This Week’s Market Buzz

  • Superior Silica Sands (SSS) announced that it will no longer pursue the construction of a silica sand processing facility in Independence, Wis. “This was a difficult but necessary decision,” said Rick Shearer, chief executive officer of parent company Emerge Energy and SSS. “Given current economic conditions affecting the frac sand industry as a whole, as well as the specific mining and processing economics at Independence, we feel that the project is no longer economically viable.”

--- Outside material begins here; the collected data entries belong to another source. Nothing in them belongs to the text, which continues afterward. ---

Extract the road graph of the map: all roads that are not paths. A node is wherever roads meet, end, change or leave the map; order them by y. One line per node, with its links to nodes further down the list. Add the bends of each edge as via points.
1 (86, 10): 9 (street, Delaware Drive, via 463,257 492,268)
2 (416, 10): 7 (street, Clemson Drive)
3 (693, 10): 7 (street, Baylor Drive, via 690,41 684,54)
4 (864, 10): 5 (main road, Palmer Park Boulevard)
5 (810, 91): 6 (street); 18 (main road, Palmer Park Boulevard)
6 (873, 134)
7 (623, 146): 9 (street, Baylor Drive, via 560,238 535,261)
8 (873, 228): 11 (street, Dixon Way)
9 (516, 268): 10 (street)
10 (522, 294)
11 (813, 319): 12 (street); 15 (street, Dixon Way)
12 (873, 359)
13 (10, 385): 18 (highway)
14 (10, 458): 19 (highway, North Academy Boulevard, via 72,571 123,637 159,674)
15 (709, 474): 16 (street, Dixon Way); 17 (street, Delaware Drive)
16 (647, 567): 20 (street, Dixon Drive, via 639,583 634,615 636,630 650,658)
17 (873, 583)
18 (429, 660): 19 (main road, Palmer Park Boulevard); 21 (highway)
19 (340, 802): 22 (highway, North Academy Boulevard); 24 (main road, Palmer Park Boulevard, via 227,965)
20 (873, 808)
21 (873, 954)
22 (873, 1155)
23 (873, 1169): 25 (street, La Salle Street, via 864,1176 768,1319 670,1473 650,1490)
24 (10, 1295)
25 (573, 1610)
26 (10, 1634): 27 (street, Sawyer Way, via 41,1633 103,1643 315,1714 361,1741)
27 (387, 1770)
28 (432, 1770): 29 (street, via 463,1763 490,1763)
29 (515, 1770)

  • Barron County, Wis., authorities have tracked increasing property values in five townships where frac sand mining is taking place, according to information shared with the County Board’s Executive Committee. At its regular monthly meeting, committee members learned that values are on the increase in the towns of Arland, Clinton, Dovre, Sioux Creek and Sumner, all of which have sand mining operations (mines, wet and dry sand plants, and truck-to-rail transloading yards).
  • Low oil prices and reduced drilling in shale regions like North Dakota are hurting the once fast-growing frac sand industry, slashing demand and forcing price cuts that have led some players to reduce jobs, according to an article in the Star Tribune. U.S. sand mines, including 63 in Wisconsin and six in Minnesota, are projected to ship significantly less sand to oil drillers in 2015, compared with last year, when companies like Fairmount Santrol, U.S. Silica and Superior Silica Sands set production records The nation’s $4.2 billion industrial sand industry is increasingly tethered to the oil and gas sector, which now buys about 72 percent of the output. Sand production more than doubled in five years, and Wisconsin is the leading producer. Minnesota is fourth, behind Illinois and Texas, according to the U.S. Geological Survey.